ABOUT THIS TASK :: Everything in the listing below must be reproduced exactly, apart from its images.

SOURCE INFORMATION ::
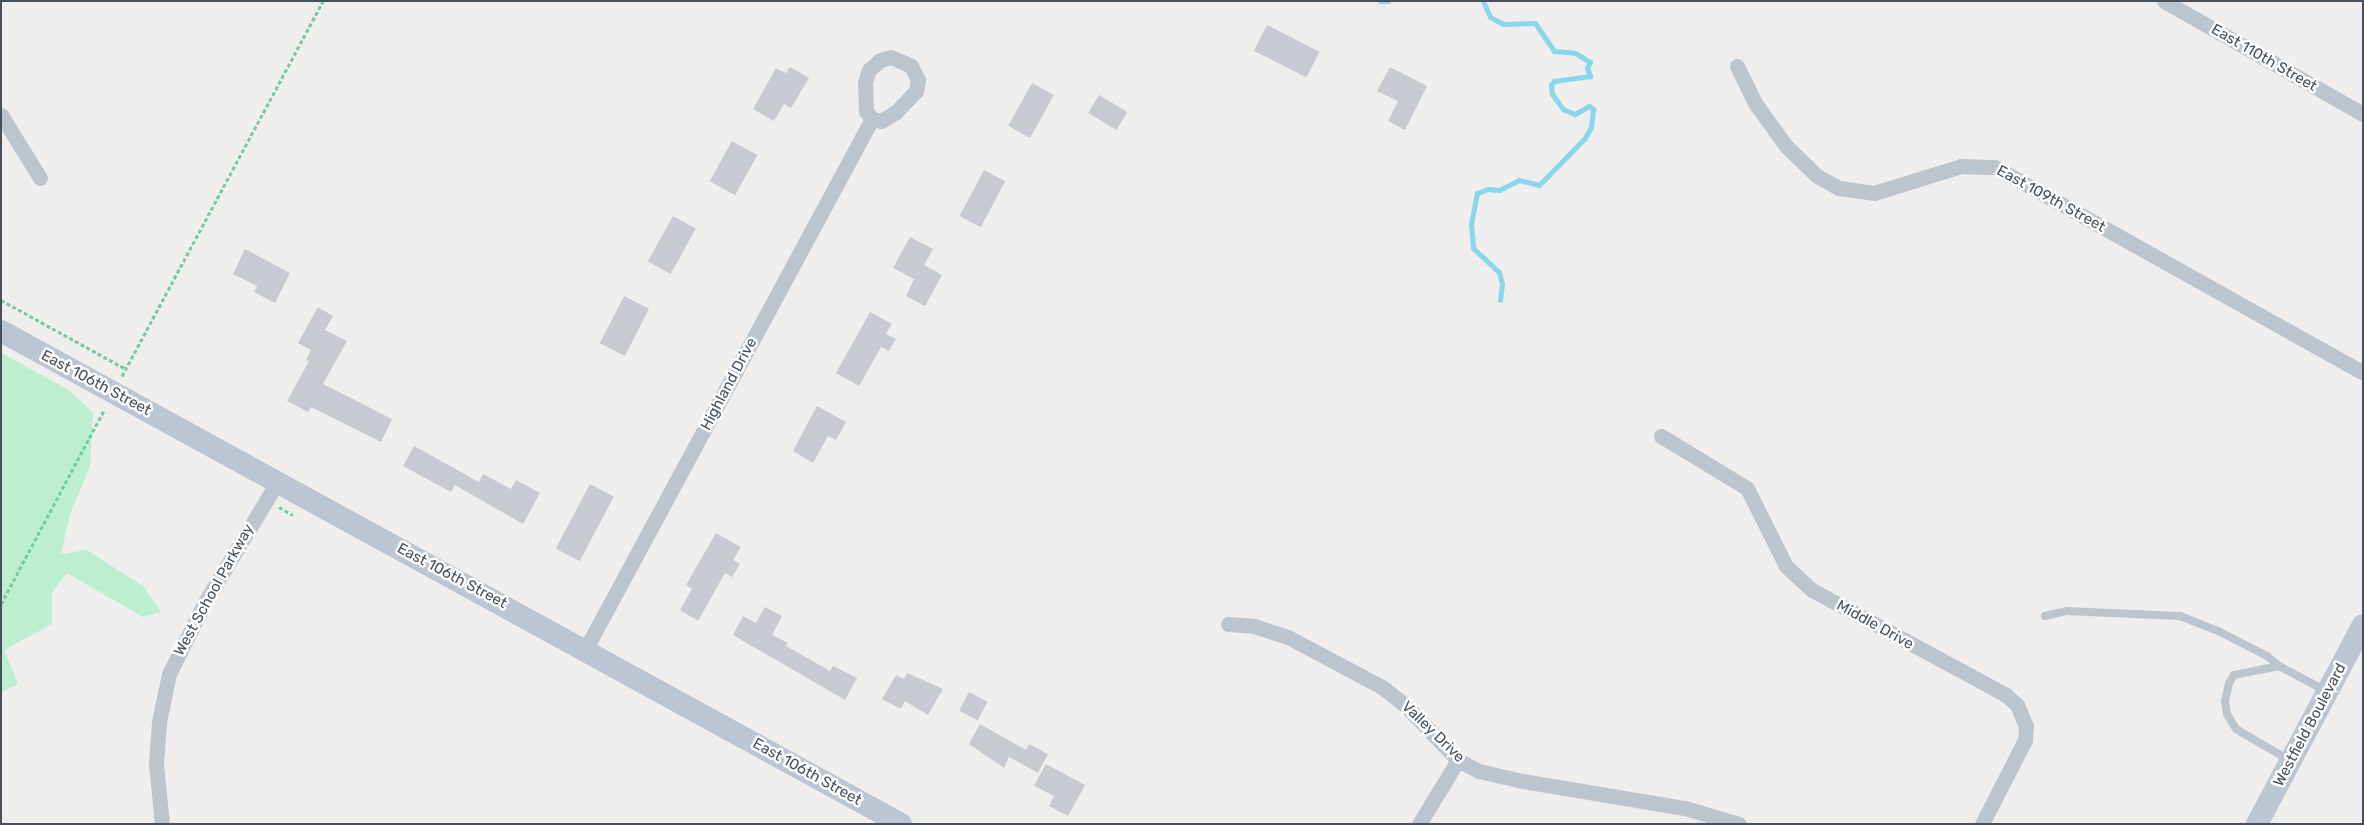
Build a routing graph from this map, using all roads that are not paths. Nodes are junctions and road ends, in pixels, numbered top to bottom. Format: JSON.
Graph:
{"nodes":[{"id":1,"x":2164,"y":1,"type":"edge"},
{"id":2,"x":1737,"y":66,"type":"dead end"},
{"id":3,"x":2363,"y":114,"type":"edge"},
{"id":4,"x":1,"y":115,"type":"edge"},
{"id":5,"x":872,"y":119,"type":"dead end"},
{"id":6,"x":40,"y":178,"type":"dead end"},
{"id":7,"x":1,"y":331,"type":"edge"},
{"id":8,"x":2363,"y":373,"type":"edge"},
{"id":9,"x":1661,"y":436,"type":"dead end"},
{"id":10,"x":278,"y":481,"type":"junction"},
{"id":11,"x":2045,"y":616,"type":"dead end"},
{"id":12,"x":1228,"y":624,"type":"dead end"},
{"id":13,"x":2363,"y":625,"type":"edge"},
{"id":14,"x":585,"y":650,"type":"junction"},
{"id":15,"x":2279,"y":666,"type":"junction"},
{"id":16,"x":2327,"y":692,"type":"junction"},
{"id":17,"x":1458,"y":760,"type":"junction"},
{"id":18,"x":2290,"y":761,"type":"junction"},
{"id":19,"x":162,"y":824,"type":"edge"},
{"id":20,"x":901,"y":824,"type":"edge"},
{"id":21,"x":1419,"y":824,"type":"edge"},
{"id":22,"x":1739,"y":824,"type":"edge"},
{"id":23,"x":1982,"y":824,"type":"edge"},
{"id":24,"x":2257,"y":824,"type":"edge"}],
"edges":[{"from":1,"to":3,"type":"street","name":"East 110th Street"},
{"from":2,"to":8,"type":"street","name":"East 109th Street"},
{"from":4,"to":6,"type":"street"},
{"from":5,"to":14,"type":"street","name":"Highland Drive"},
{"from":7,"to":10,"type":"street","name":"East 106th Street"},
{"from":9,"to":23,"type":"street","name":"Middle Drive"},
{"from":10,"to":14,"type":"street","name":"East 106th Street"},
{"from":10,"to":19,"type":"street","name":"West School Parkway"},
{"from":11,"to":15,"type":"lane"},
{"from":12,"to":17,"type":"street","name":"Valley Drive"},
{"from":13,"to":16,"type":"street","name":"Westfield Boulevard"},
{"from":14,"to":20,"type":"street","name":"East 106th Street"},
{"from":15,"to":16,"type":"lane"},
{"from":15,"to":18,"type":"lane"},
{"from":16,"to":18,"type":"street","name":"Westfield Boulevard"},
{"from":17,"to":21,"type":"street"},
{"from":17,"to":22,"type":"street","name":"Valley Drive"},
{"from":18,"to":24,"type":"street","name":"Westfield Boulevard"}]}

TASK ANSWER ::
Build a routing graph from this map, using all roads that are not paths. Nodes are junctions and road ends, in pixels, numbered top to bottom. Format: JSON.
Graph:
{"nodes":[{"id":1,"x":2164,"y":1,"type":"edge"},
{"id":2,"x":1737,"y":66,"type":"dead end"},
{"id":3,"x":2363,"y":114,"type":"edge"},
{"id":4,"x":1,"y":115,"type":"edge"},
{"id":5,"x":872,"y":119,"type":"dead end"},
{"id":6,"x":40,"y":178,"type":"dead end"},
{"id":7,"x":1,"y":331,"type":"edge"},
{"id":8,"x":2363,"y":373,"type":"edge"},
{"id":9,"x":1661,"y":436,"type":"dead end"},
{"id":10,"x":278,"y":481,"type":"junction"},
{"id":11,"x":2045,"y":616,"type":"dead end"},
{"id":12,"x":1228,"y":624,"type":"dead end"},
{"id":13,"x":2363,"y":625,"type":"edge"},
{"id":14,"x":585,"y":650,"type":"junction"},
{"id":15,"x":2279,"y":666,"type":"junction"},
{"id":16,"x":2327,"y":692,"type":"junction"},
{"id":17,"x":1458,"y":760,"type":"junction"},
{"id":18,"x":2290,"y":761,"type":"junction"},
{"id":19,"x":162,"y":824,"type":"edge"},
{"id":20,"x":901,"y":824,"type":"edge"},
{"id":21,"x":1419,"y":824,"type":"edge"},
{"id":22,"x":1739,"y":824,"type":"edge"},
{"id":23,"x":1982,"y":824,"type":"edge"},
{"id":24,"x":2257,"y":824,"type":"edge"}],
"edges":[{"from":1,"to":3,"type":"street","name":"East 110th Street"},
{"from":2,"to":8,"type":"street","name":"East 109th Street"},
{"from":4,"to":6,"type":"street"},
{"from":5,"to":14,"type":"street","name":"Highland Drive"},
{"from":7,"to":10,"type":"street","name":"East 106th Street"},
{"from":9,"to":23,"type":"street","name":"Middle Drive"},
{"from":10,"to":14,"type":"street","name":"East 106th Street"},
{"from":10,"to":19,"type":"street","name":"West School Parkway"},
{"from":11,"to":15,"type":"lane"},
{"from":12,"to":17,"type":"street","name":"Valley Drive"},
{"from":13,"to":16,"type":"street","name":"Westfield Boulevard"},
{"from":14,"to":20,"type":"street","name":"East 106th Street"},
{"from":15,"to":16,"type":"lane"},
{"from":15,"to":18,"type":"lane"},
{"from":16,"to":18,"type":"street","name":"Westfield Boulevard"},
{"from":17,"to":21,"type":"street"},
{"from":17,"to":22,"type":"street","name":"Valley Drive"},
{"from":18,"to":24,"type":"street","name":"Westfield Boulevard"}]}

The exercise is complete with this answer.